1. Kebijakan Proteksi

 

Tujuan kebijakan ini adalah untuk melindungi industri di dalam negeri dari persaingan barang-barang impor. Oleh karena itu, kebijakan ini disebut juga dengan kebijakan proteksi. Kebijakan proteksi dapat diterapkan dengan berbagai macam instrumen, baik yang berbentuk tarif maupun nontarif. Proteksi-proteksi yang dilakukan dengan tidak menggunakan tarif ini disebut nontarif barriers (NTB).

 

2. Tarif Impor

 

Tarif impor atau bea masuk merupakan salah satu instrumen penting dari kebijakan perdagangan luar negeri, baik di negara maju maupun di negara sedang berkembang.
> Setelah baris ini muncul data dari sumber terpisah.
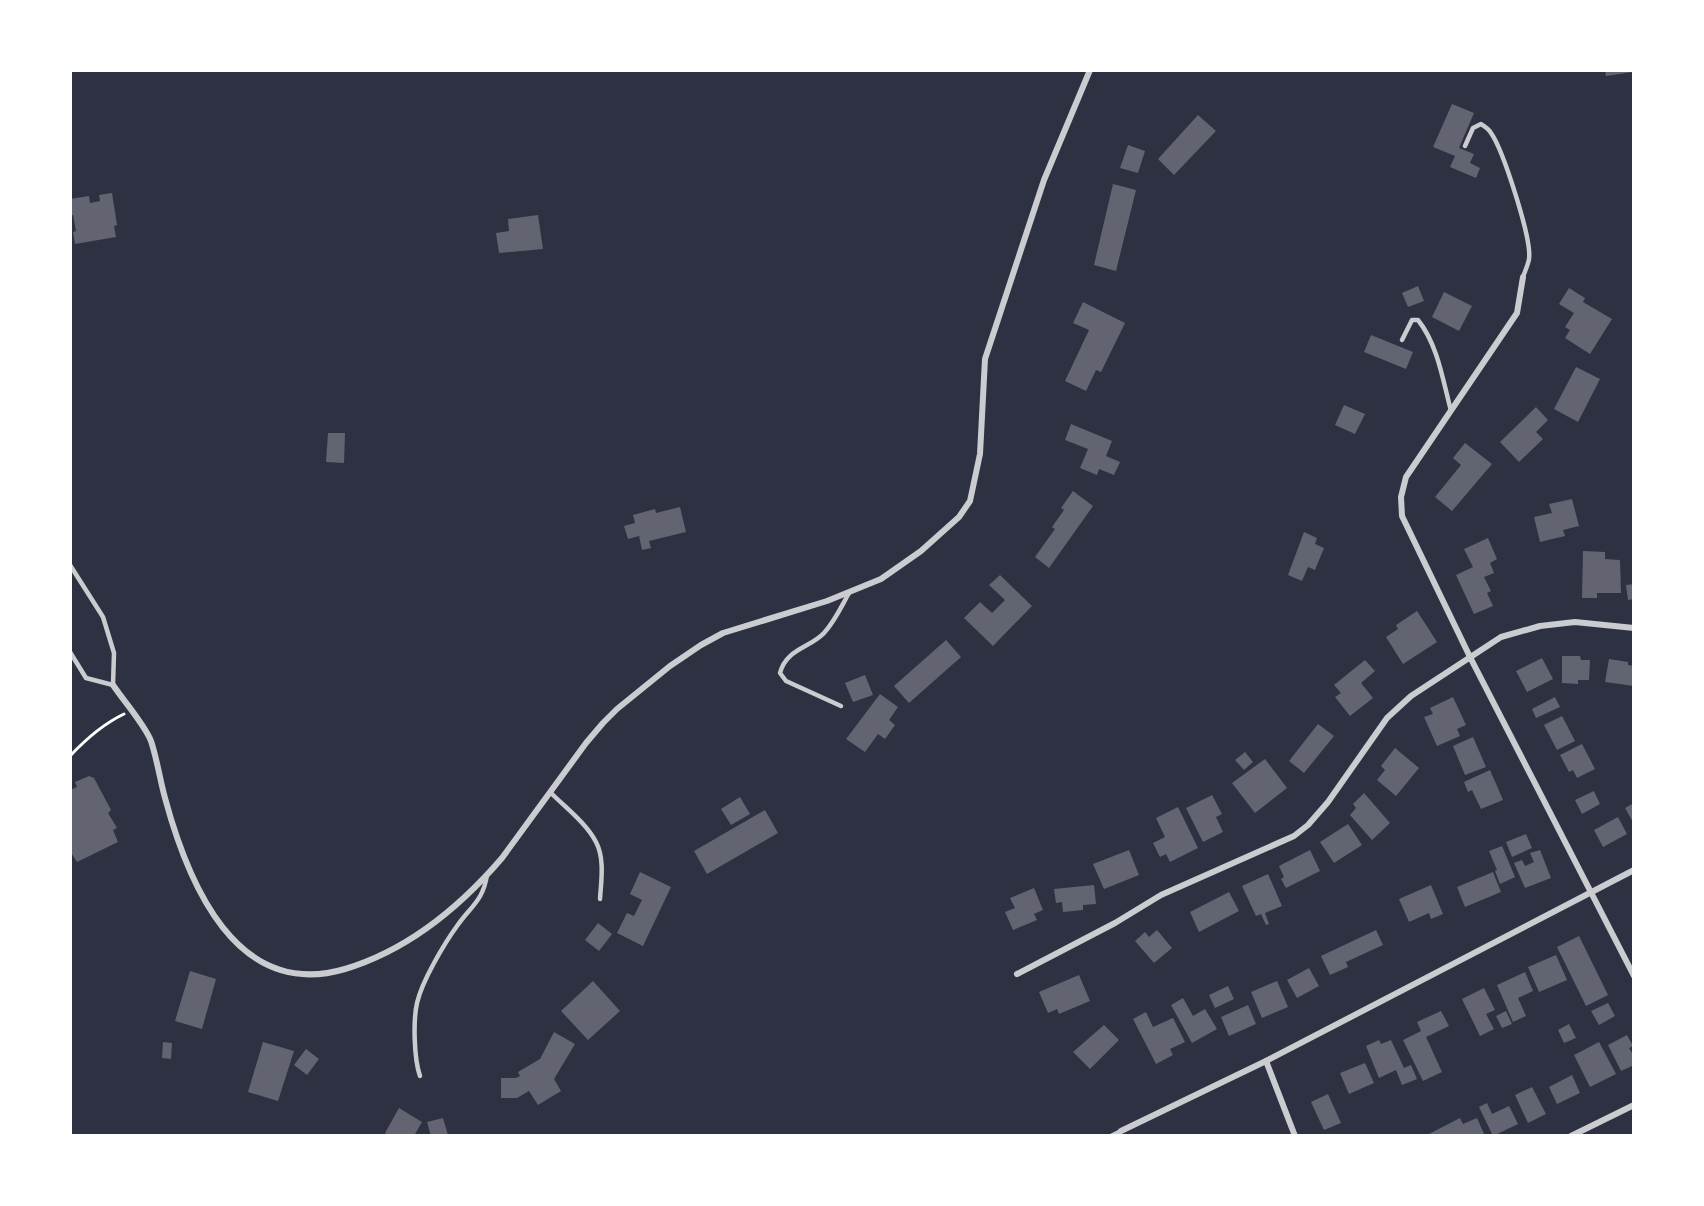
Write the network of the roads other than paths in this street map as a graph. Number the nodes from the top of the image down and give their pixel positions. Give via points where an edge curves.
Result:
1 (1090, 70) edge
2 (1465, 146) dead end
3 (1523, 277) joint
4 (1402, 340) dead end
5 (1450, 411) junction
6 (70, 565) edge
7 (849, 593) junction
8 (1634, 628) edge
9 (70, 652) edge
10 (1470, 657) junction
11 (113, 685) junction
12 (841, 706) dead end
13 (551, 793) junction
14 (1634, 870) edge
15 (487, 875) junction
16 (1590, 891) junction
17 (600, 899) dead end
18 (1017, 974) dead end
19 (1634, 976) edge
20 (1266, 1061) junction
21 (420, 1076) dead end
22 (1634, 1104) edge
23 (1121, 1131) joint
24 (1111, 1136) edge
25 (1295, 1136) edge
26 (1571, 1136) edge

1 - 7 street via 1044,180 985,359 980,454 970,501 959,518 921,551 881,579
2 - 3 lane via 1473,128 1481,124 1491,132 1518,201 1529,258
3 - 5 street via 1517,313
4 - 5 lane via 1412,320 1418,320 1431,344
5 - 10 street via 1406,477 1402,516
6 - 11 lane via 103,617 114,653
7 - 12 lane via 822,635 792,654 780,673 786,681
7 - 13 street via 723,633 677,660 603,723
8 - 10 street via 1575,622 1540,626 1501,637
9 - 11 lane via 86,678
10 - 16 street
10 - 18 street via 1411,696 1387,718 1328,802 1294,836 1161,895
11 - 15 street via 150,739 176,833 206,901 237,944 260,962 278,970 319,975 377,958 429,926
13 - 15 street
13 - 17 lane via 597,843 602,868
14 - 16 street
15 - 21 lane via 485,892 457,926 417,1003 415,1044
16 - 19 street
16 - 20 street
20 - 23 street
20 - 25 street
22 - 26 street
23 - 24 lane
Tarif impor pada hakikatnya adalah pajak untuk komoditas impor. Tarif impor adalah pembebanan bea masuk terhadap barang-barang yang melewati suatu negara. Dengan tarif, harga barang impor menjadi lebih mahal sehingga merugikan konsumen dalam negeri. Beberapa alasan diberlakukannya tarif adalah untuk memberikan per lindungan terhadap produsen dalam negeri, memelihara dan memperluas kesempatan kerja, serta meningkatkan penerimaan pajak negara.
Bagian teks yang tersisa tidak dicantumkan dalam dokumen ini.